Most topologies assigned all strains to the same main clades as in the whole genome phylogeny, with a few exceptions: 33-rpoB assigned F. hispaniensis to clade 2 and 19-iglC assigned W. persica to clade 2, in subgroup F. noatunensis subsp. orientalis (in both assignments). This is
an interesting observation as rpoB was recently suggested as an alternative marker to 16S rDNA in metagenomic studies [21]. The level of incompatibility and difference in resolution compared to the whole-genome reference topology were decreased, in some cases by a considerable amount, by selecting an optimal combination of markers. Moreover, topologies based on an optimal set of markers significantly increased the average HDAC inhibitor mechanism statistical support (i.e. average bootstrap). Generally, both the degree of compatibility and resolution were improved by concatenating sets of two to seven markers in all possible combinations. However, C188-9 ic50 some combinations, in particular
considering incompatibility, might result in poorer topologies than for an estimated topology based on a single marker. This observation is consistent with previous work where concatenation of sequence data have resulted in biased phylogenetic estimates [50]. All incompatible phylogenetic signals were removed in topologies based on optimised sets of two to seven markers, in contrast to random concatenation. Totally congruent topologies were obtained by concatenating as few as only two markers (08-fabH and 35-tpiA). These two markers were included in all optimal sets. Hence, by selecting an optimal set of markers, a large improvement in resolution and compatibility can be obtained over random concatenation.
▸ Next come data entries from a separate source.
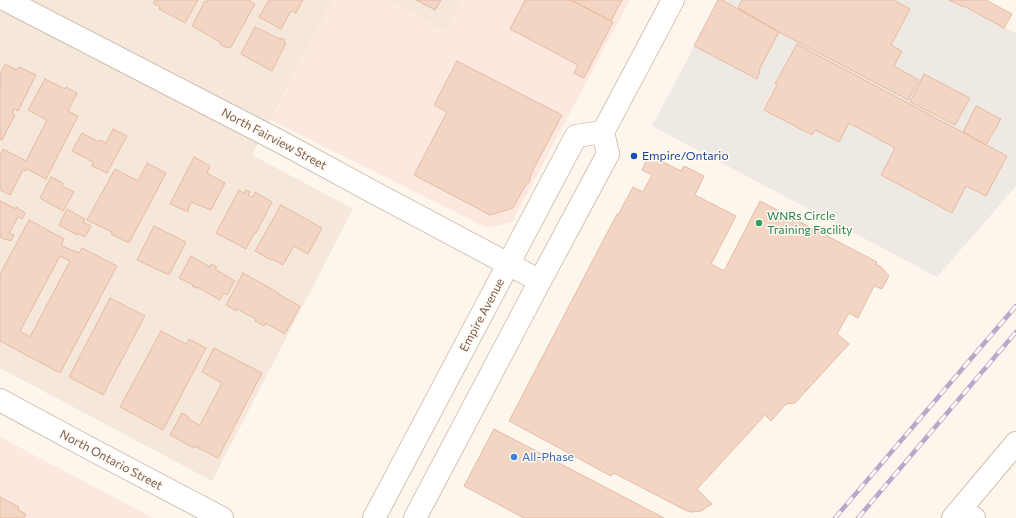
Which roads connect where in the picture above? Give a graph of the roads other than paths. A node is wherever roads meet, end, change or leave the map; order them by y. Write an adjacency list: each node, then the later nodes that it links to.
1 (6, 0): 4 (main road, North Fairview Street)
2 (673, 0): 3 (main road)
3 (603, 132): 4 (main road, Empire Avenue); 5 (main road)
4 (508, 264): 5 (main road, North Fairview Street); 10 (main road, Empire Avenue)
5 (540, 281): 11 (main road)
6 (0, 400): 9 (main road, North Ontario Street)
7 (1016, 443): 8 (main road)
8 (962, 515)
9 (222, 518)
10 (374, 518)
11 (415, 518)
An exhaustive search strategy was employed to find the optimal set of markers since the total number of available markers was relatively small. It should be pointed out that the number of possible marker combinations increases rapidly with the number
of markers considered Urocanase and soon becomes computationally intractable. As all the 742 gene fragments of the core genome in the analysed population have recently become available in [3], an interesting extension to the current work would be to find the optimal set of markers based on all those genes. Such an optimisation could be carried out by utilising one of the myriad of available optimisation techniques, such as a simulated annealing approach [51, 52]. It should be noted that we do only try to minimize the value of the objective metrics, incongruence or resolution difference, with respect to the whole-genome topology. There is no guarantee that the whole genome topology accurately resembles the true underlying species topology as systematic errors and statistical inconsistencies in the phylogenetic inference method could be amplified when analyzing whole genome data [50, 53–55].